» Exercise requirements: Your answer must contain each line of the listing in which "Estey" appears, copied in full.

» Given data:
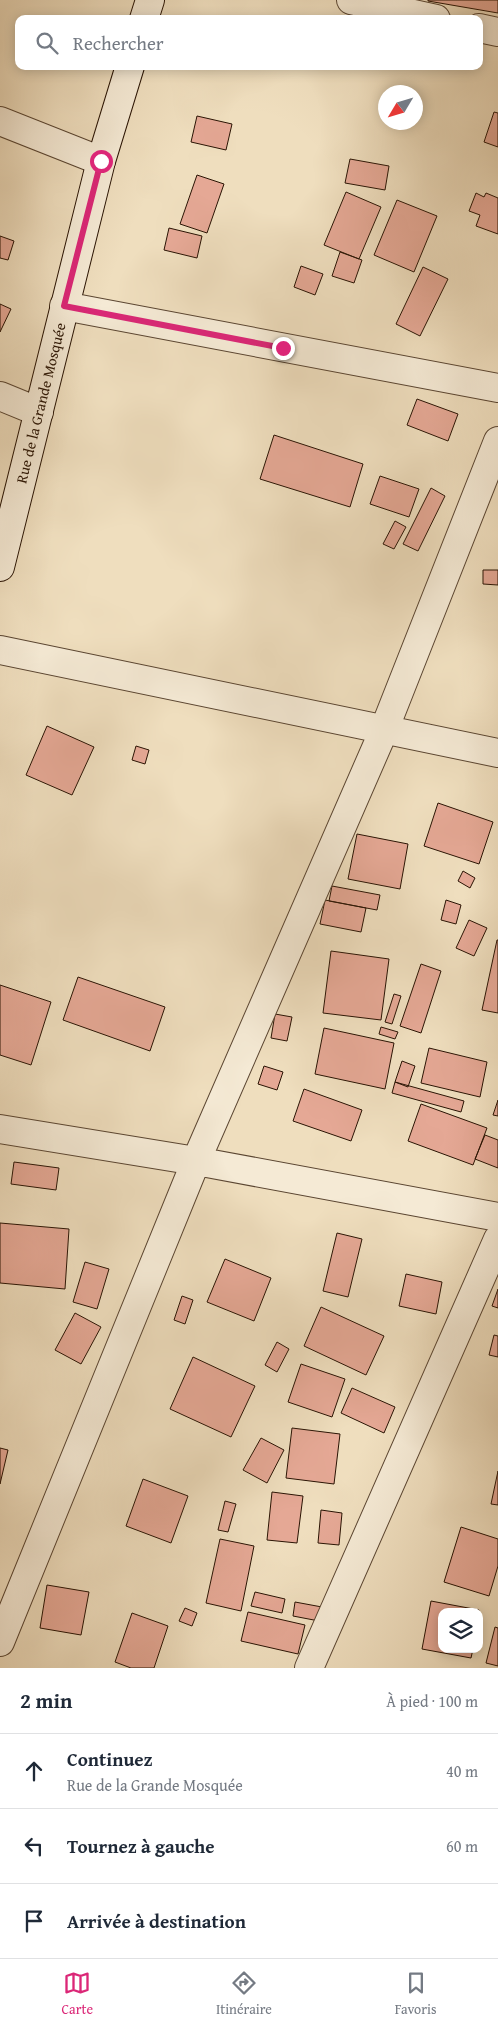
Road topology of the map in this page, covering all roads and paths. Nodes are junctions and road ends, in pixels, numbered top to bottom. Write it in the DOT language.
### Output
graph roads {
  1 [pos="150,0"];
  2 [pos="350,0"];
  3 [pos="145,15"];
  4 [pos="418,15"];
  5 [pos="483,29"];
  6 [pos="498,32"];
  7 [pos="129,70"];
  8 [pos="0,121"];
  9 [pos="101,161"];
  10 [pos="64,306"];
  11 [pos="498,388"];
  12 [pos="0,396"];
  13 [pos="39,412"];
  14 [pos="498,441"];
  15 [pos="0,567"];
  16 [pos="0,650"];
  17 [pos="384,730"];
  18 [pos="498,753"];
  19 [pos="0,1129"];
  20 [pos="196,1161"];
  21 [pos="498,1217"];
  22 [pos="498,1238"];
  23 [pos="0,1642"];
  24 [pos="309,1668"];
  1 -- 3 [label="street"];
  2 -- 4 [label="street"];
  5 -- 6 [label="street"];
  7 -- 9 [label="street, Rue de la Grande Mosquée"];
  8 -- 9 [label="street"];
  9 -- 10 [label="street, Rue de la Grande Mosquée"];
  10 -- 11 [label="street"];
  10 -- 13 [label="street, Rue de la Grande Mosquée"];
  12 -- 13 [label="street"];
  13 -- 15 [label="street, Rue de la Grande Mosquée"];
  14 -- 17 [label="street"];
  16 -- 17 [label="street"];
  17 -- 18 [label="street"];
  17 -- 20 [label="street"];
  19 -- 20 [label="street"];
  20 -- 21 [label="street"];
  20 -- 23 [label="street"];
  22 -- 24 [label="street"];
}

==

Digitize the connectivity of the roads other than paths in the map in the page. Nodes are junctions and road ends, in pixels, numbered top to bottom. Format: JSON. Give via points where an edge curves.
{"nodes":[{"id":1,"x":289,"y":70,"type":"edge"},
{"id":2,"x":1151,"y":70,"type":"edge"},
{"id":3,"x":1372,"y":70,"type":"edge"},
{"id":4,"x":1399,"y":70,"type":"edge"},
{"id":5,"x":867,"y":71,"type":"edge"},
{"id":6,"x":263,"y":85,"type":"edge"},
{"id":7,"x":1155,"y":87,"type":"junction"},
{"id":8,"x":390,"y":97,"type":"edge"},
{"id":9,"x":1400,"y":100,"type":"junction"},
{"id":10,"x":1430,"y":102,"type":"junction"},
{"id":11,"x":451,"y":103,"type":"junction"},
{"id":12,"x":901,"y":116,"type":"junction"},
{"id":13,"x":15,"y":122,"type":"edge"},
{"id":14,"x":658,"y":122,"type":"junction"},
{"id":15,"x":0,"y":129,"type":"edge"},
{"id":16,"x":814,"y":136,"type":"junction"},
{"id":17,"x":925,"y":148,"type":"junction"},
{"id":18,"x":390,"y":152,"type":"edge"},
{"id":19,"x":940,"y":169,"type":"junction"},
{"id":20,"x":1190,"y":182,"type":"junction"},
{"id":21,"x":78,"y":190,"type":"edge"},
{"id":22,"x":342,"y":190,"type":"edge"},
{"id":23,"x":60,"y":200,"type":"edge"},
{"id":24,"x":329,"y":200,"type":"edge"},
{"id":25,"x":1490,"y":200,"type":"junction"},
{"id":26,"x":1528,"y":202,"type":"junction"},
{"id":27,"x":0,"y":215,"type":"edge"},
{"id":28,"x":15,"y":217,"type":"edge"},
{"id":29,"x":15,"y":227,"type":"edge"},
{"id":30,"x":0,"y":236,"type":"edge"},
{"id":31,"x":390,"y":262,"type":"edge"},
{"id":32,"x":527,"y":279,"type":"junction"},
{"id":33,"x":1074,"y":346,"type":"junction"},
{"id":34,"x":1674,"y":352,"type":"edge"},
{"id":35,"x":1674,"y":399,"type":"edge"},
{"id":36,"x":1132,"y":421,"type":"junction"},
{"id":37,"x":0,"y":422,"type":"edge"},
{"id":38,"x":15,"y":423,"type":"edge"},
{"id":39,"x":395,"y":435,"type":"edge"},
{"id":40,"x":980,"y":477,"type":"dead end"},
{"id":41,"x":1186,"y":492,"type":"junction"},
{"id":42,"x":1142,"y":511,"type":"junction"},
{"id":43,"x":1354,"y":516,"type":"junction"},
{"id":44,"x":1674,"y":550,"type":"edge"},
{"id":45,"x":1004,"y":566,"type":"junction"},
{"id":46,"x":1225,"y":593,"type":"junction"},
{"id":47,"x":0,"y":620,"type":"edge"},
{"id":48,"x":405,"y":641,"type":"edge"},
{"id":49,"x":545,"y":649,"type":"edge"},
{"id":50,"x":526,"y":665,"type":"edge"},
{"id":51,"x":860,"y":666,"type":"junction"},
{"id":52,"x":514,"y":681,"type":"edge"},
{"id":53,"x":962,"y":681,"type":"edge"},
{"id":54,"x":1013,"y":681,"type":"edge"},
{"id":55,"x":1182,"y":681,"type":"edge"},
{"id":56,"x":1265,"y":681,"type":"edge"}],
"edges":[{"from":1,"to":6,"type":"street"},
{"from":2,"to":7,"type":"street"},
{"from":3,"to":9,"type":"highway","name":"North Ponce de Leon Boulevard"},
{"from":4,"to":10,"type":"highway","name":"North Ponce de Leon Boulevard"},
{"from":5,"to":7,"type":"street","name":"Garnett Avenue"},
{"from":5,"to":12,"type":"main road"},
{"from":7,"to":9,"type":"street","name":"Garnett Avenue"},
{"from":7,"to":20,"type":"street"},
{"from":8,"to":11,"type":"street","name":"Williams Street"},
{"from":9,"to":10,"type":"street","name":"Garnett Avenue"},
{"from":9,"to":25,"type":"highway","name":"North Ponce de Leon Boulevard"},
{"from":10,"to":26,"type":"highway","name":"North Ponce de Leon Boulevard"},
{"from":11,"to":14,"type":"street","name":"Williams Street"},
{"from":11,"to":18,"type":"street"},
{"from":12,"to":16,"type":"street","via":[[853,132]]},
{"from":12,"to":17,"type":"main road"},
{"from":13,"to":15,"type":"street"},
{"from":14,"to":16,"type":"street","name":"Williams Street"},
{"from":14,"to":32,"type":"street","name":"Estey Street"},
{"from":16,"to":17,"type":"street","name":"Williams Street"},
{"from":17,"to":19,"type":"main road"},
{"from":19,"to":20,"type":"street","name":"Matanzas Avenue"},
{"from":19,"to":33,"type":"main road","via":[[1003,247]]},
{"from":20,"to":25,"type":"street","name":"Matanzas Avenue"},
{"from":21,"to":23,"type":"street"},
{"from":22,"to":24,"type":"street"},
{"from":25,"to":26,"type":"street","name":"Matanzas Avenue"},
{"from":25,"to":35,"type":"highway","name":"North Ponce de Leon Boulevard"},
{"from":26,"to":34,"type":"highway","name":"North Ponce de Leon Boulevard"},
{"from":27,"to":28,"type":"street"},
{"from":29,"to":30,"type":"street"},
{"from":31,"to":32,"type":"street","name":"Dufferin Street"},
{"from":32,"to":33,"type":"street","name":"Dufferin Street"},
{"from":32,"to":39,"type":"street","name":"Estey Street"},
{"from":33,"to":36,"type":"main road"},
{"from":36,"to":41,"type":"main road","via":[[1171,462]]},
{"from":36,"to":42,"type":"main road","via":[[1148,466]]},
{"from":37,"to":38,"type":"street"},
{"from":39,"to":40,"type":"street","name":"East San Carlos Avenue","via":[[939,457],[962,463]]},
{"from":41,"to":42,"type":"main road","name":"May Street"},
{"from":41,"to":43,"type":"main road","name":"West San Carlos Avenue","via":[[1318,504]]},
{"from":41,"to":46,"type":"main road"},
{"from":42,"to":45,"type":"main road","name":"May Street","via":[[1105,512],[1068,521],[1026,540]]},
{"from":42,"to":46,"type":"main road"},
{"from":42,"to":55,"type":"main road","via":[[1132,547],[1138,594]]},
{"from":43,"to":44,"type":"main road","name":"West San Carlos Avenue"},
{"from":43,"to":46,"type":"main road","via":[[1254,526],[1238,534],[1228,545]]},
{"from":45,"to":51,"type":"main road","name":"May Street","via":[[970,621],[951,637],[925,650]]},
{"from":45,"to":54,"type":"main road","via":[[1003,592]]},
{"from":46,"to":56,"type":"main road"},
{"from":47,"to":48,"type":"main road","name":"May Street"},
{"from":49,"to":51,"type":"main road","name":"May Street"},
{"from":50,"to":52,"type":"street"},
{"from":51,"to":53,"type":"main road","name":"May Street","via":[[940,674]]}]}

» Final answer:
{"from":14,"to":32,"type":"street","name":"Estey Street"},
{"from":32,"to":39,"type":"street","name":"Estey Street"},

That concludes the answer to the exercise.